Excess death rates in England and Wales in the first 30 weeks of the COVID-19 pandemic show strong regional and socioeconomic differences.
Researchers at the Universities of Manchester and York compared the rates of deaths at the start of the pandemic with deaths expected according to historical trends. They found that deaths were unequally distributed, both geographically and socioeconomically.
The study has been published in The Lancet Regional Health – Europe.
Regional death rates
The highest excess mortality rates in England and Wales were in the West Midlands, the North East, and the North West. The lowest rates were in the South West of England and Wales.
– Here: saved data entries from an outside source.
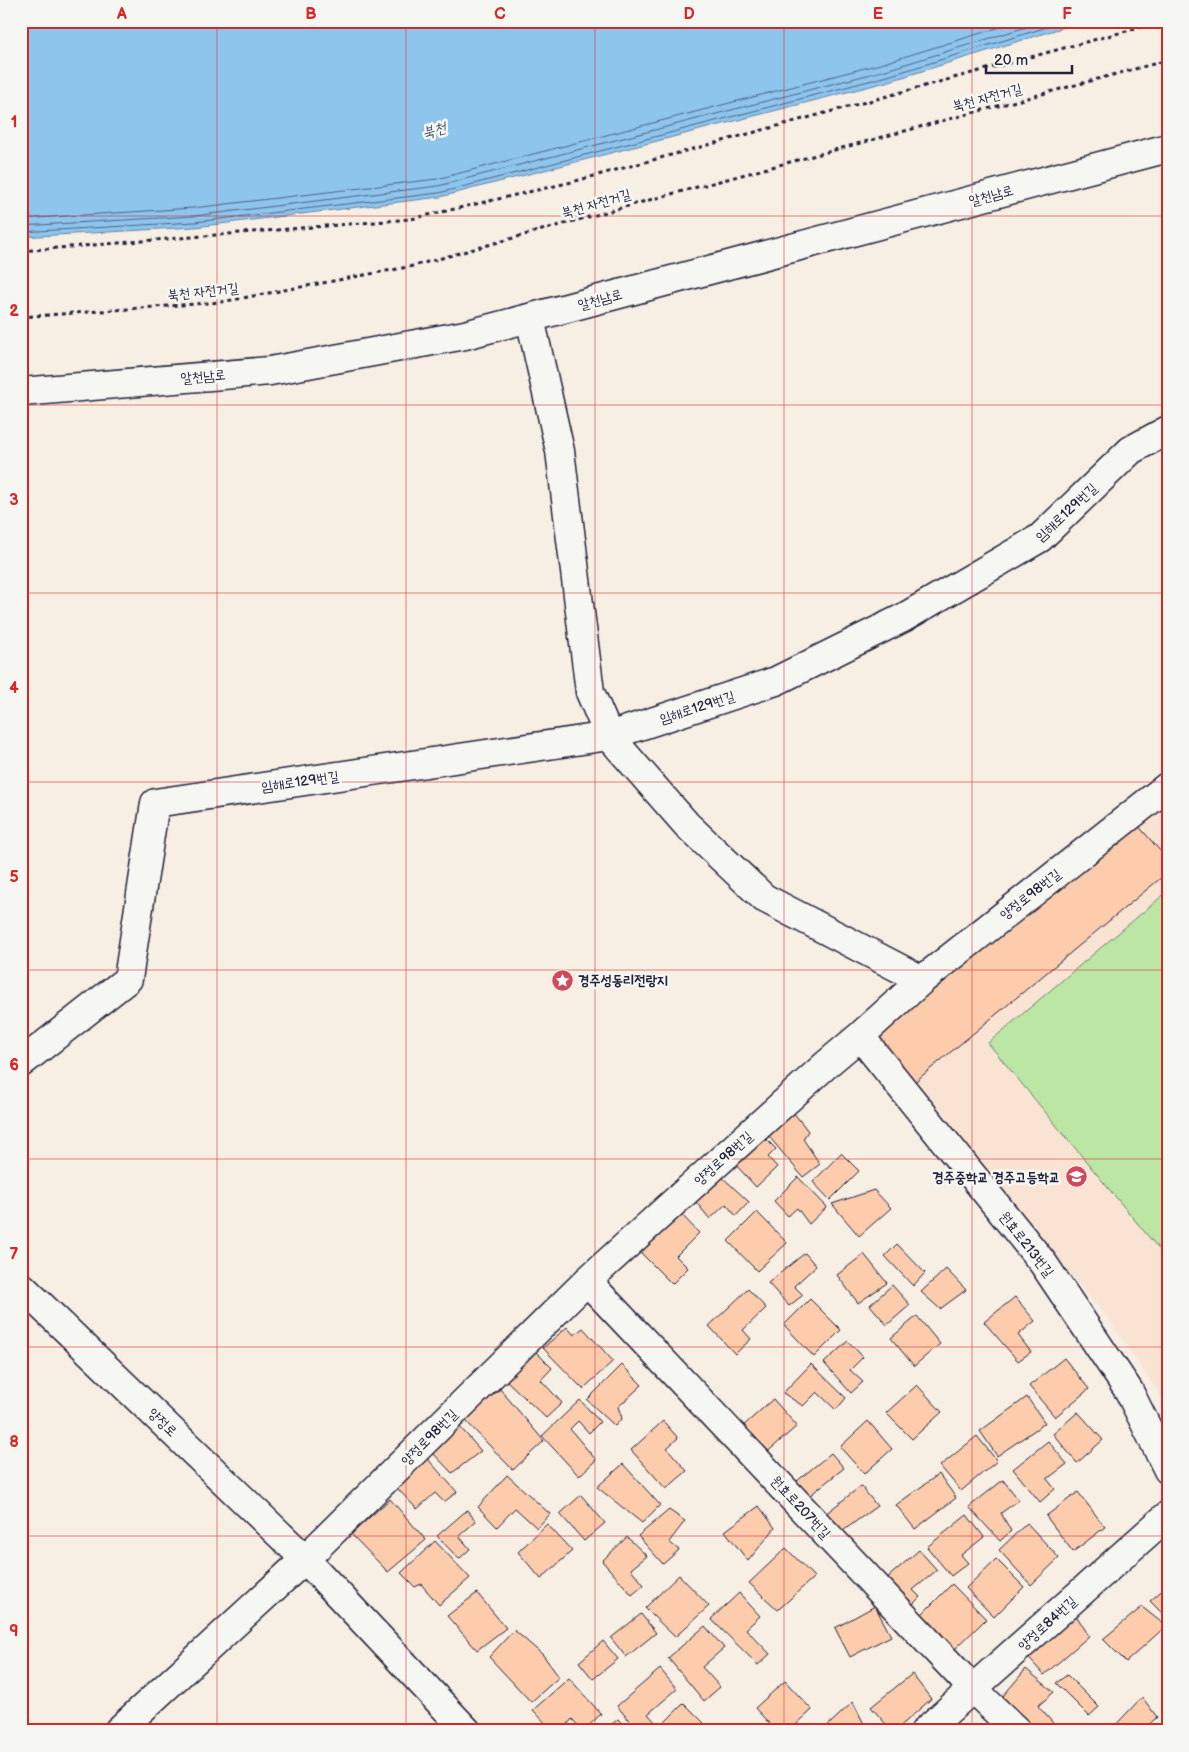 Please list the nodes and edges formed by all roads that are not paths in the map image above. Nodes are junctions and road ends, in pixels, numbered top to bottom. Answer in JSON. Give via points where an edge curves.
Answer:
{"nodes":[{"id":1,"x":1168,"y":148,"type":"edge"},
{"id":2,"x":530,"y":318,"type":"junction"},
{"id":3,"x":21,"y":392,"type":"edge"},
{"id":4,"x":1168,"y":430,"type":"edge"},
{"id":5,"x":609,"y":736,"type":"junction"},
{"id":6,"x":1168,"y":786,"type":"edge"},
{"id":7,"x":922,"y":980,"type":"junction"},
{"id":8,"x":860,"y":1036,"type":"junction"},
{"id":9,"x":21,"y":1063,"type":"edge"},
{"id":10,"x":587,"y":1281,"type":"junction"},
{"id":11,"x":21,"y":1286,"type":"edge"},
{"id":12,"x":1168,"y":1470,"type":"edge"},
{"id":13,"x":1168,"y":1515,"type":"edge"},
{"id":14,"x":305,"y":1559,"type":"junction"},
{"id":15,"x":973,"y":1689,"type":"junction"},
{"id":16,"x":118,"y":1731,"type":"edge"},
{"id":17,"x":467,"y":1731,"type":"edge"},
{"id":18,"x":925,"y":1731,"type":"edge"},
{"id":19,"x":1017,"y":1731,"type":"edge"}],
"edges":[{"from":1,"to":2,"type":"street","name":"알천남로"},
{"from":2,"to":3,"type":"street","name":"알천남로","via":[[465,335],[270,370]]},
{"from":2,"to":5,"type":"street","via":[[560,451],[590,692]]},
{"from":4,"to":5,"type":"street","name":"임해로129번길","via":[[1131,450],[1040,538],[903,618],[776,681]]},
{"from":5,"to":7,"type":"street","via":[[687,825],[764,898]]},
{"from":5,"to":9,"type":"street","name":"임해로129번길","via":[[155,803],[128,979]]},
{"from":6,"to":7,"type":"street","name":"양정로98번길"},
{"from":7,"to":8,"type":"street","name":"양정로98번길"},
{"from":8,"to":10,"type":"street","name":"양정로98번길"},
{"from":8,"to":12,"type":"street","name":"원효로213번길","via":[[1043,1262],[1129,1391]]},
{"from":10,"to":14,"type":"street","name":"양정로98번길"},
{"from":10,"to":15,"type":"street","name":"원효로207번길"},
{"from":11,"to":14,"type":"street","name":"양정로"},
{"from":13,"to":15,"type":"street","name":"양정로84번길"},
{"from":14,"to":16,"type":"street"},
{"from":14,"to":17,"type":"street","name":"양정로"},
{"from":15,"to":18,"type":"street","name":"양정로84번길"},
{"from":15,"to":19,"type":"street","name":"원효로207번길"}]}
There were 62,321 excess deaths in England and Wales in the first 30 weeks of the pandemic. Of these, 46,221 were attributable to respiratory causes, including COVID-19, and 16,100 to other causes. Only 78 excess deaths per 100,000 people occurred in the South West of England and in Wales; 130 per 100,000 occurred in the West Midlands. Additionally, 93 excess deaths per 100,000 people occurred in the most affluent fifth of areas, compared to 124 per 100,000 in the most deprived.
Professor Evan Kontopantelis, a data scientist from The University of Manchester who led the study, said: “Our analysis provides a comprehensive picture of excess deaths during the first 30 weeks of pandemic, including major causes both related and unrelated to COVID-19 infection.
“The models demonstrate that the COVID-19 pandemic has caused many more deaths than would have been expected during the same time period. But for England and Wales, these deaths were not evenly distributed across the population, with rates varying markedly by region, and between deprived and less deprived neighbourhoods.”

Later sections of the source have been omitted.